Why Are So Many People Paying So Much for Art? (The New Yorker)
Zwirner: Mid-Size Galleries Needed to Develop Artists
David Zwirner complains about the narrowing prospects for mid-size, local-based galleries to Josh Spero of Spears’, the asset management news outlet:
‘I think it’s a problem. I’ve been reading some articles where mid-size galleries are really complaining about how difficult it is to compete. The big galleries serve a very serious function but they can only serve so many artists.
‘Those [mid-size] galleries have to be strong. That’s a little bit on the local communities to support them. When I was a mid-size gallery and a small gallery, I really got my support from New York.
‘It seems that the audience seems to gravitate towards the galleries that have a little glory attached to their name. That’s too bad.’
David Zwirner: The art world must save smaller galleries (Spear’s)

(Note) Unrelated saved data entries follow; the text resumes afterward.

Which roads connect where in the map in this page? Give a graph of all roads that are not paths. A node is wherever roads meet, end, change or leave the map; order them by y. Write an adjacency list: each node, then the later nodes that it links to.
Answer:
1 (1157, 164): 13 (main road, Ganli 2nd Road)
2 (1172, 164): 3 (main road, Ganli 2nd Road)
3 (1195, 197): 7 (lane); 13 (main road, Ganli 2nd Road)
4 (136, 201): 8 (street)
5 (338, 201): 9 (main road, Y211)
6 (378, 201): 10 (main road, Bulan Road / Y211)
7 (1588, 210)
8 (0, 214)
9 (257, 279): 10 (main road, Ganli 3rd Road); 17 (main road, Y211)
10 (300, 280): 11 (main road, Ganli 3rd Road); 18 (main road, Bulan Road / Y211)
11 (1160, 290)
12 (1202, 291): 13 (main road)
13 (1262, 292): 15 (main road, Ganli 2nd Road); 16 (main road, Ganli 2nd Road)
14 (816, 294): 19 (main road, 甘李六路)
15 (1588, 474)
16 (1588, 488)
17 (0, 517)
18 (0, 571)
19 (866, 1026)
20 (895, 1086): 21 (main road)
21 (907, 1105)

Zwirner to Run Haiti Charity Auction at Christie's
Phillips de Pury isn’t the only auction house willing to offer up its infrastructure for a dealer to hold an auction. Georgina Adam reports that Christie’s will host David Zwirner’s sale of primary market works to raise money for Haitian relief.
Leading New York dealer David Zwirner has teamed up with the film producer and actor Ben Stiller to organise a star-studded charity auction in New York in September, to benefit schools in Haiti. “We are hoping to raise at least $10m,” says Zwirner. “We already have works from 21 leading artists – primary market works for which there are waiting lists.” The project started after collector and actor Steve Martin sent Stiller, who had been involved in building schools in Haiti, to Zwirner’s gallery.

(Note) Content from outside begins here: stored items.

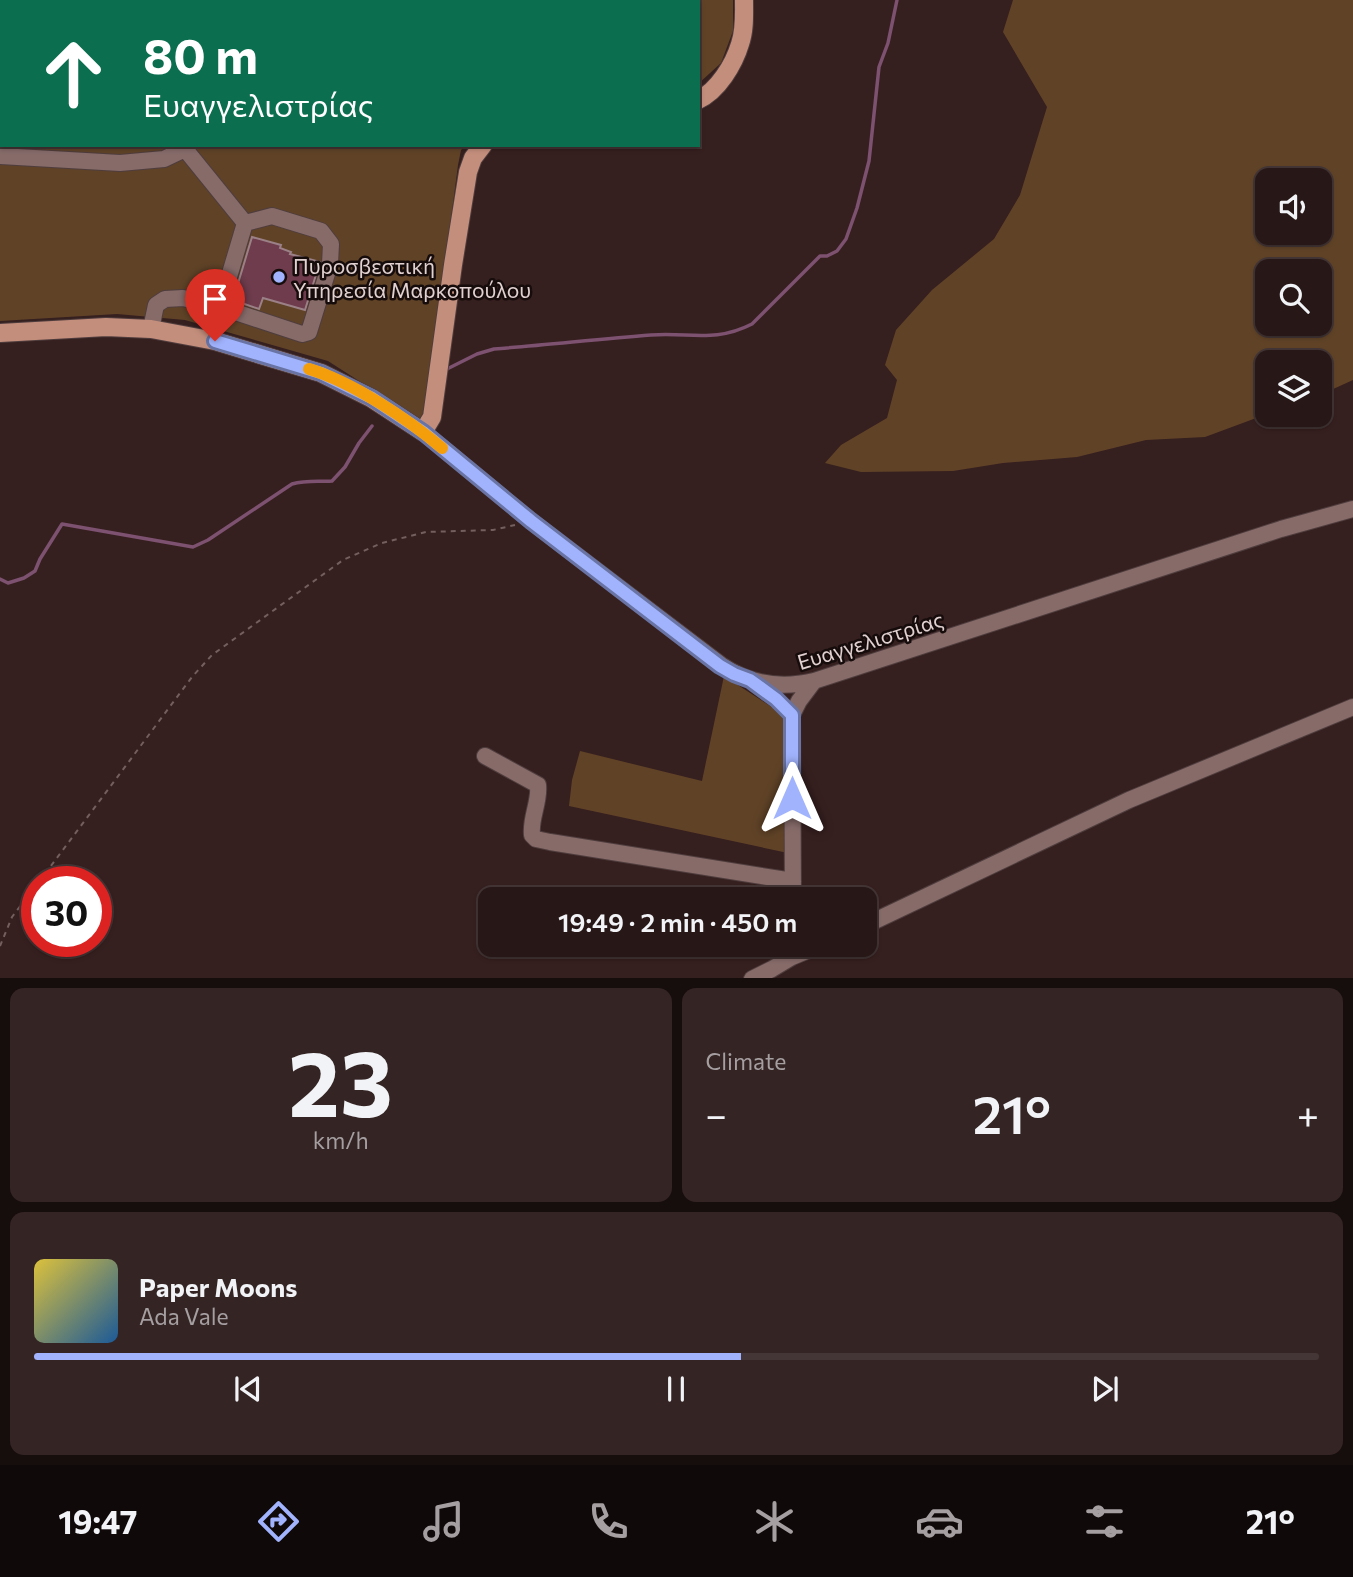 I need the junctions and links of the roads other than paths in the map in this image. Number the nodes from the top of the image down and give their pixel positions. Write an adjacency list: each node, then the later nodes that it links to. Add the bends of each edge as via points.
1 (744, 0): 2 (main road, via 741,43 727,72)
2 (700, 99)
3 (187, 147): 5 (street, via 164,159 120,163); 6 (street)
4 (481, 147): 10 (main road, via 468,172 432,417)
5 (0, 156)
6 (245, 223): 7 (street); 7 (street, via 272,216 321,230 331,244 330,264 309,332 302,334)
7 (220, 307): 8 (street, via 183,298 165,299 156,305)
8 (152, 329): 9 (main road); 10 (main road, via 215,341 321,373 372,398)
9 (0, 333)
10 (423, 432): 12 (street, Ευαγγελιστρίας, via 720,666)
11 (1353, 509): 13 (street, Ευαγγελιστρίας)
12 (750, 680): 13 (street, Ευαγγελιστρίας, via 780,685); 15 (street)
13 (814, 681): 15 (street)
14 (1353, 707): 19 (street, via 1129,800)
15 (792, 715): 17 (street)
16 (485, 756): 17 (street, via 538,785 531,827 537,839)
17 (793, 881): 18 (street)
18 (793, 887)
19 (877, 920)
20 (785, 957): 21 (street)
21 (751, 978)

“Haiti is just an hour by plane from Miami, but it’s a different world, there is no sanitation, no running water, no work and no schools,” says Zwirner. Among the artists on board are Marlene Dumas, Paul McCarthy, Raymond Pettibon, Luc Tuymans and Jeff Koons, and Zwirner notes the help he has had from dealers such as Hauser & Wirth, Pace, Matthew Marks and Gagosian. The sale will be on September 22 at Christie’s, which is waiving all its fees.
“And I intend to micromanage the grants, to make sure the money goes to the right places,” says Zwirner.